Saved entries
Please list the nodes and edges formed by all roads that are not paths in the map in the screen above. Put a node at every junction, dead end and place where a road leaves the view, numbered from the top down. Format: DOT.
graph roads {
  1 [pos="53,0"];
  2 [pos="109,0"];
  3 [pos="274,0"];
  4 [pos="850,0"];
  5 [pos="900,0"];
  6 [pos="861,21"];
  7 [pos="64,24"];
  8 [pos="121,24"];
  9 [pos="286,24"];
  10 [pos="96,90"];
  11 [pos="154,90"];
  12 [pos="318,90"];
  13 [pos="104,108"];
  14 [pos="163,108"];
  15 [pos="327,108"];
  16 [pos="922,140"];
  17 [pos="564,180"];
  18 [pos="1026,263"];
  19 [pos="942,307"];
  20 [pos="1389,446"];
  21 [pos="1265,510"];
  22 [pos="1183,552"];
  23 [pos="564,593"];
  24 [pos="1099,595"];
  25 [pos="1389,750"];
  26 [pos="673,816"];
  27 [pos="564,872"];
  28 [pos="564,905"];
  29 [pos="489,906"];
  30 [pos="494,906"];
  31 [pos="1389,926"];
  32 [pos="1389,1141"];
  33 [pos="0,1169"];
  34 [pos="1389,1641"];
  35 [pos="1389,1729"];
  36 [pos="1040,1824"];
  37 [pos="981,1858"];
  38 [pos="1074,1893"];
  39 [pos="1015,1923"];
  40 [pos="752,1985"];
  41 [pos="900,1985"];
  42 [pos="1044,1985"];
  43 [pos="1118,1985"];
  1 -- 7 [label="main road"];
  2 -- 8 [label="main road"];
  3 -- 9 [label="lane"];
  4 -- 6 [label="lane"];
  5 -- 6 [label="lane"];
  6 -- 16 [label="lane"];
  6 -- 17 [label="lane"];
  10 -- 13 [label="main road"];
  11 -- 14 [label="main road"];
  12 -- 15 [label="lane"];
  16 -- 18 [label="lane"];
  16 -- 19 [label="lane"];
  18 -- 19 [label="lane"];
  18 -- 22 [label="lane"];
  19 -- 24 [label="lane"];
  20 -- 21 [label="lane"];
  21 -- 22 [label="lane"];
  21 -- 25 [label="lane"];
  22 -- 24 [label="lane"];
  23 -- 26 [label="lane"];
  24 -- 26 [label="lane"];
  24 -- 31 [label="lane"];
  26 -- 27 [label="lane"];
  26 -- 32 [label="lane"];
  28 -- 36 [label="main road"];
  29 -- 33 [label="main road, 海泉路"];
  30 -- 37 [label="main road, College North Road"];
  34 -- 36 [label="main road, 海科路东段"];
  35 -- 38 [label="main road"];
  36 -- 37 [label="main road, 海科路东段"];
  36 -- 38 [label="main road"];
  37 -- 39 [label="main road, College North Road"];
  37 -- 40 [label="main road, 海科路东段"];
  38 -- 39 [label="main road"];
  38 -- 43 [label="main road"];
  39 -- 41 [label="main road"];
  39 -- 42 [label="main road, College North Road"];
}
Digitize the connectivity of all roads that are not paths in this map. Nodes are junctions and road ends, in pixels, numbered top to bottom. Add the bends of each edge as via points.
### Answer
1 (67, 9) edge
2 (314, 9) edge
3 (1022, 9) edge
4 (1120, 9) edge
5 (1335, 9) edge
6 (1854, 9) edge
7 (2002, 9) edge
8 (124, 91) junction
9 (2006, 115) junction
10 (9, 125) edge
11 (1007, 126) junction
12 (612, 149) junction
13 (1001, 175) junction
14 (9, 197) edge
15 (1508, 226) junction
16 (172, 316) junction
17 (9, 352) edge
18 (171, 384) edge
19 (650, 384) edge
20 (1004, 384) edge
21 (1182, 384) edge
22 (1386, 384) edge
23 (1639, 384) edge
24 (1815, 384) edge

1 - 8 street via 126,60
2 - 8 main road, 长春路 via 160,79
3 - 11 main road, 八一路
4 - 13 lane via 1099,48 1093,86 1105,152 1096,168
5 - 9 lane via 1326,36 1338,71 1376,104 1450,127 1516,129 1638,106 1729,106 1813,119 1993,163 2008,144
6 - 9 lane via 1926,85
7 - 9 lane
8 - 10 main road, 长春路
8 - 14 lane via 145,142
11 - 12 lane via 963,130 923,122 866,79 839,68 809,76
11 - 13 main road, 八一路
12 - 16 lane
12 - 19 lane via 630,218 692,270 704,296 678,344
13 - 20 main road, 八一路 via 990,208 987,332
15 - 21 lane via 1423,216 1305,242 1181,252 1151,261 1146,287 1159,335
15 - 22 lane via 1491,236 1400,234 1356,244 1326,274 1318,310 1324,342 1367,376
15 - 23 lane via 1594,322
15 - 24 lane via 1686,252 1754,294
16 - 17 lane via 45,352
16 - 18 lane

• [PROBLEM STATEMENT] Repeat the lines above exactly.

• [THE COMPLETED TASK]
Please list the nodes and edges formed by all roads that are not paths in the map in the screen above. Put a node at every junction, dead end and place where a road leaves the view, numbered from the top down. Format: DOT.
graph roads {
  1 [pos="53,0"];
  2 [pos="109,0"];
  3 [pos="274,0"];
  4 [pos="850,0"];
  5 [pos="900,0"];
  6 [pos="861,21"];
  7 [pos="64,24"];
  8 [pos="121,24"];
  9 [pos="286,24"];
  10 [pos="96,90"];
  11 [pos="154,90"];
  12 [pos="318,90"];
  13 [pos="104,108"];
  14 [pos="163,108"];
  15 [pos="327,108"];
  16 [pos="922,140"];
  17 [pos="564,180"];
  18 [pos="1026,263"];
  19 [pos="942,307"];
  20 [pos="1389,446"];
  21 [pos="1265,510"];
  22 [pos="1183,552"];
  23 [pos="564,593"];
  24 [pos="1099,595"];
  25 [pos="1389,750"];
  26 [pos="673,816"];
  27 [pos="564,872"];
  28 [pos="564,905"];
  29 [pos="489,906"];
  30 [pos="494,906"];
  31 [pos="1389,926"];
  32 [pos="1389,1141"];
  33 [pos="0,1169"];
  34 [pos="1389,1641"];
  35 [pos="1389,1729"];
  36 [pos="1040,1824"];
  37 [pos="981,1858"];
  38 [pos="1074,1893"];
  39 [pos="1015,1923"];
  40 [pos="752,1985"];
  41 [pos="900,1985"];
  42 [pos="1044,1985"];
  43 [pos="1118,1985"];
  1 -- 7 [label="main road"];
  2 -- 8 [label="main road"];
  3 -- 9 [label="lane"];
  4 -- 6 [label="lane"];
  5 -- 6 [label="lane"];
  6 -- 16 [label="lane"];
  6 -- 17 [label="lane"];
  10 -- 13 [label="main road"];
  11 -- 14 [label="main road"];
  12 -- 15 [label="lane"];
  16 -- 18 [label="lane"];
  16 -- 19 [label="lane"];
  18 -- 19 [label="lane"];
  18 -- 22 [label="lane"];
  19 -- 24 [label="lane"];
  20 -- 21 [label="lane"];
  21 -- 22 [label="lane"];
  21 -- 25 [label="lane"];
  22 -- 24 [label="lane"];
  23 -- 26 [label="lane"];
  24 -- 26 [label="lane"];
  24 -- 31 [label="lane"];
  26 -- 27 [label="lane"];
  26 -- 32 [label="lane"];
  28 -- 36 [label="main road"];
  29 -- 33 [label="main road, 海泉路"];
  30 -- 37 [label="main road, College North Road"];
  34 -- 36 [label="main road, 海科路东段"];
  35 -- 38 [label="main road"];
  36 -- 37 [label="main road, 海科路东段"];
  36 -- 38 [label="main road"];
  37 -- 39 [label="main road, College North Road"];
  37 -- 40 [label="main road, 海科路东段"];
  38 -- 39 [label="main road"];
  38 -- 43 [label="main road"];
  39 -- 41 [label="main road"];
  39 -- 42 [label="main road, College North Road"];
}
Digitize the connectivity of all roads that are not paths in this map. Nodes are junctions and road ends, in pixels, numbered top to bottom. Add the bends of each edge as via points.
### Answer
1 (67, 9) edge
2 (314, 9) edge
3 (1022, 9) edge
4 (1120, 9) edge
5 (1335, 9) edge
6 (1854, 9) edge
7 (2002, 9) edge
8 (124, 91) junction
9 (2006, 115) junction
10 (9, 125) edge
11 (1007, 126) junction
12 (612, 149) junction
13 (1001, 175) junction
14 (9, 197) edge
15 (1508, 226) junction
16 (172, 316) junction
17 (9, 352) edge
18 (171, 384) edge
19 (650, 384) edge
20 (1004, 384) edge
21 (1182, 384) edge
22 (1386, 384) edge
23 (1639, 384) edge
24 (1815, 384) edge

1 - 8 street via 126,60
2 - 8 main road, 长春路 via 160,79
3 - 11 main road, 八一路
4 - 13 lane via 1099,48 1093,86 1105,152 1096,168
5 - 9 lane via 1326,36 1338,71 1376,104 1450,127 1516,129 1638,106 1729,106 1813,119 1993,163 2008,144
6 - 9 lane via 1926,85
7 - 9 lane
8 - 10 main road, 长春路
8 - 14 lane via 145,142
11 - 12 lane via 963,130 923,122 866,79 839,68 809,76
11 - 13 main road, 八一路
12 - 16 lane
12 - 19 lane via 630,218 692,270 704,296 678,344
13 - 20 main road, 八一路 via 990,208 987,332
15 - 21 lane via 1423,216 1305,242 1181,252 1151,261 1146,287 1159,335
15 - 22 lane via 1491,236 1400,234 1356,244 1326,274 1318,310 1324,342 1367,376
15 - 23 lane via 1594,322
15 - 24 lane via 1686,252 1754,294
16 - 17 lane via 45,352
16 - 18 lane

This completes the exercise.